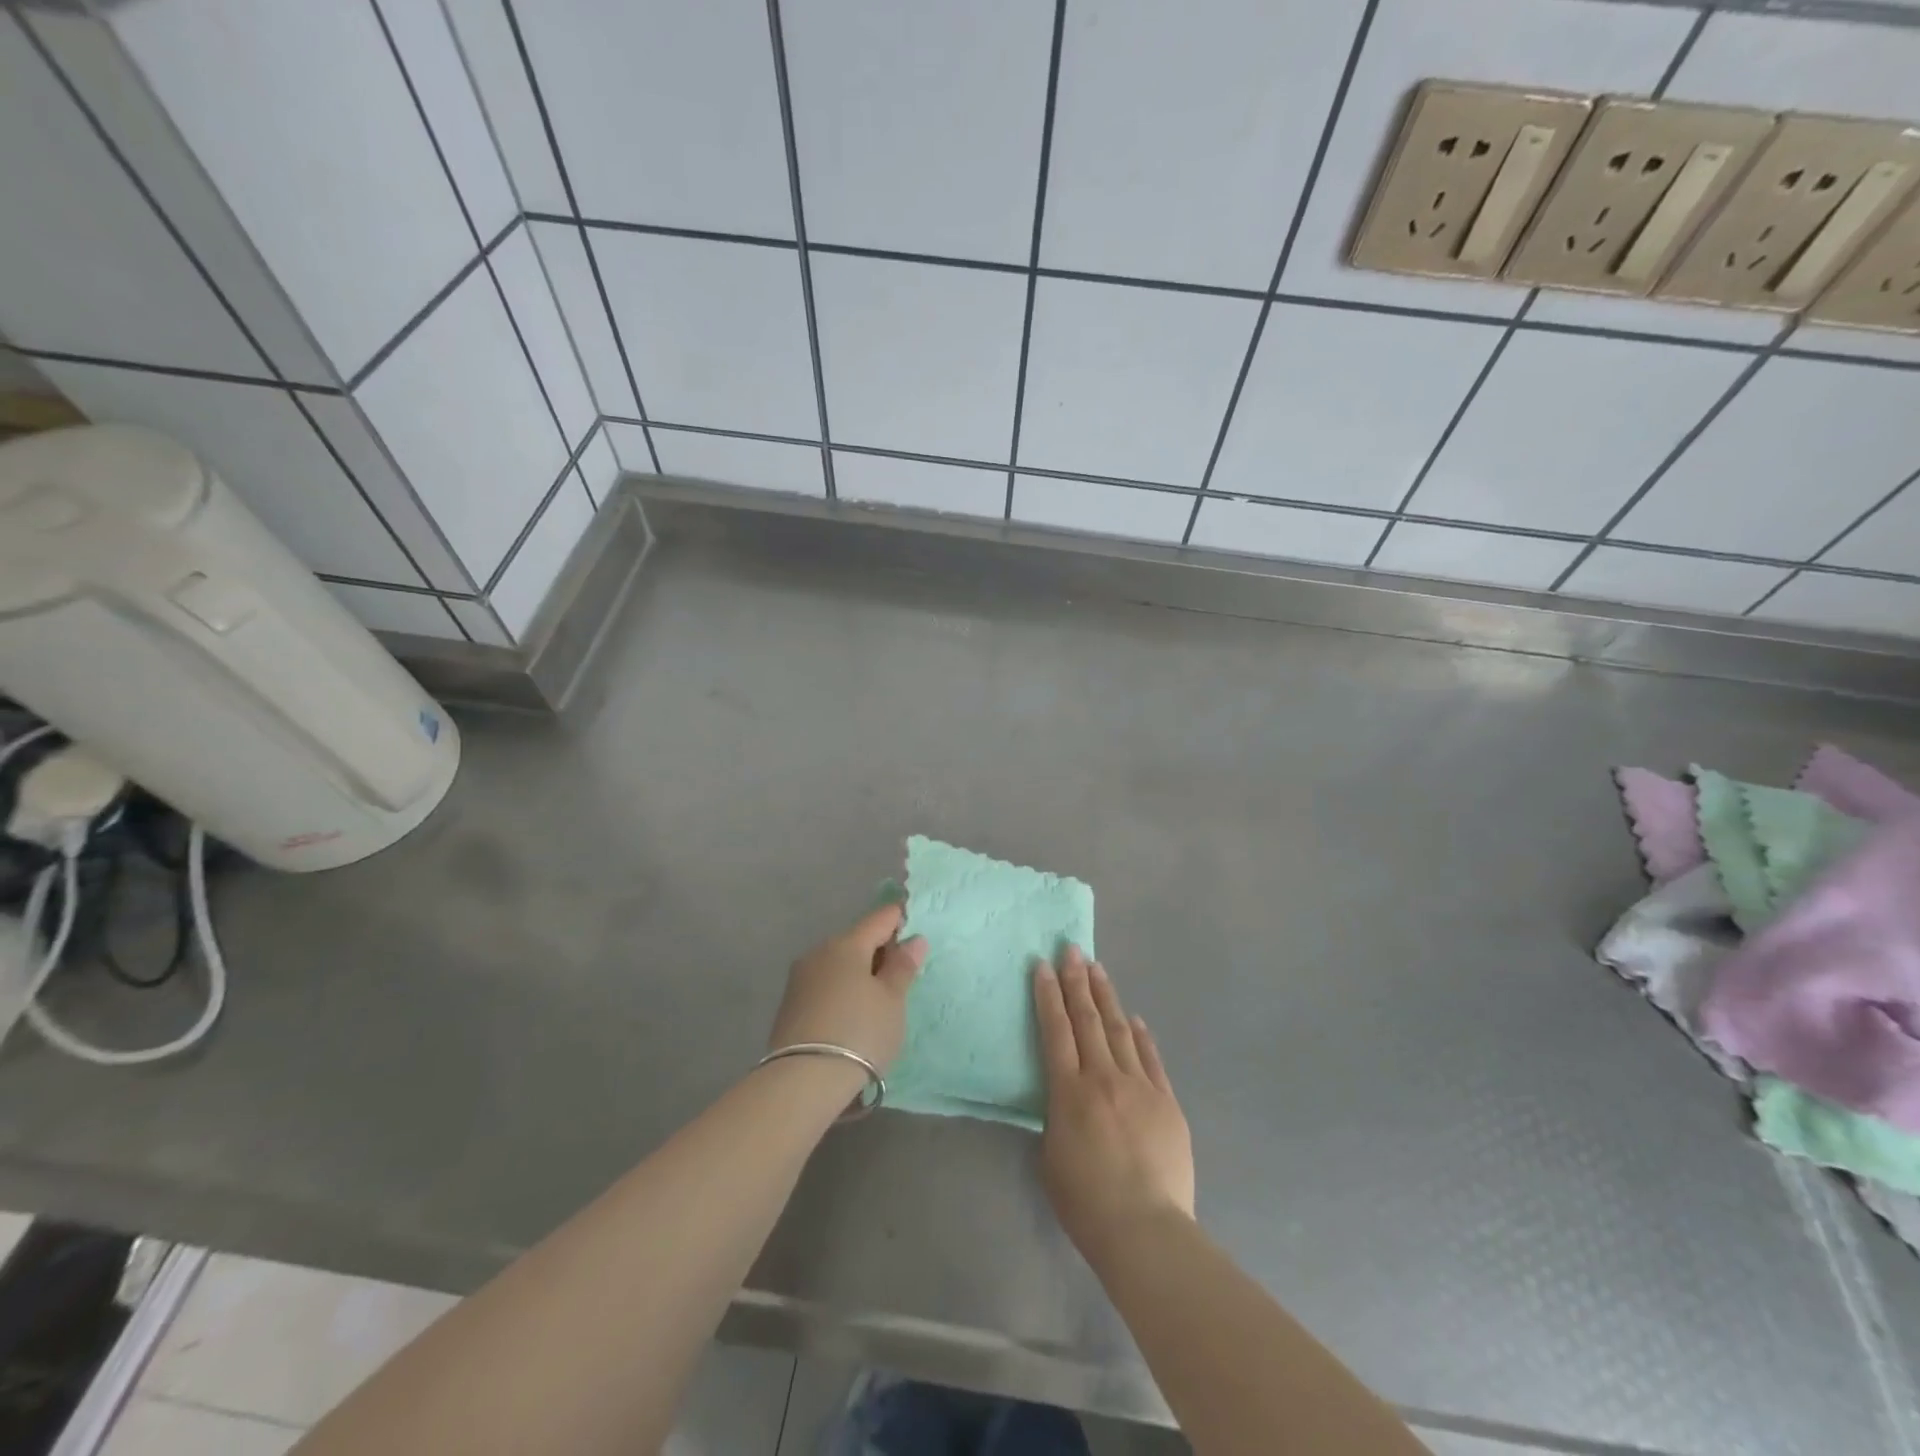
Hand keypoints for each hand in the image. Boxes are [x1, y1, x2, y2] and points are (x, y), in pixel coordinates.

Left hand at [768, 903, 926, 1072]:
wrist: (802, 1081)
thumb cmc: (859, 1032)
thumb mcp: (892, 1001)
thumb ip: (902, 967)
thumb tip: (913, 939)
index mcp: (847, 944)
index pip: (879, 918)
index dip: (899, 919)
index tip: (915, 930)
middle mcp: (819, 952)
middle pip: (856, 940)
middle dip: (879, 950)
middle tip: (901, 974)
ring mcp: (800, 978)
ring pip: (838, 963)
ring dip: (859, 972)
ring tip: (878, 999)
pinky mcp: (790, 1005)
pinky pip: (825, 985)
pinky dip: (842, 990)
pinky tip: (852, 1014)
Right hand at [1033, 946, 1194, 1262]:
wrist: (1146, 1229)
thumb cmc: (1086, 1202)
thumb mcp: (1051, 1157)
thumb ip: (1056, 1116)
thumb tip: (1066, 1096)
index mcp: (1069, 1091)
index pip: (1055, 1030)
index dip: (1047, 995)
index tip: (1042, 965)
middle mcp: (1103, 1077)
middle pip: (1087, 1019)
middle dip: (1076, 981)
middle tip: (1071, 950)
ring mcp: (1140, 1086)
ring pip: (1119, 1030)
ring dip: (1106, 996)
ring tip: (1097, 969)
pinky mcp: (1166, 1101)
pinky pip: (1151, 1058)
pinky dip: (1140, 1035)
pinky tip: (1133, 1017)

#####

◆ **Work instruction**
From the entries above, copy every line where the word "thumb" shows up.

◆ **Task output**
thumb cmc: (859, 1032)
thumb mcp: (892, 1001)
thumb ip: (902, 967)
thumb tip: (913, 939)
thumb cmc: (1086, 1202)
thumb mcp: (1051, 1157)
thumb ip: (1056, 1116)
thumb tip: (1066, 1096)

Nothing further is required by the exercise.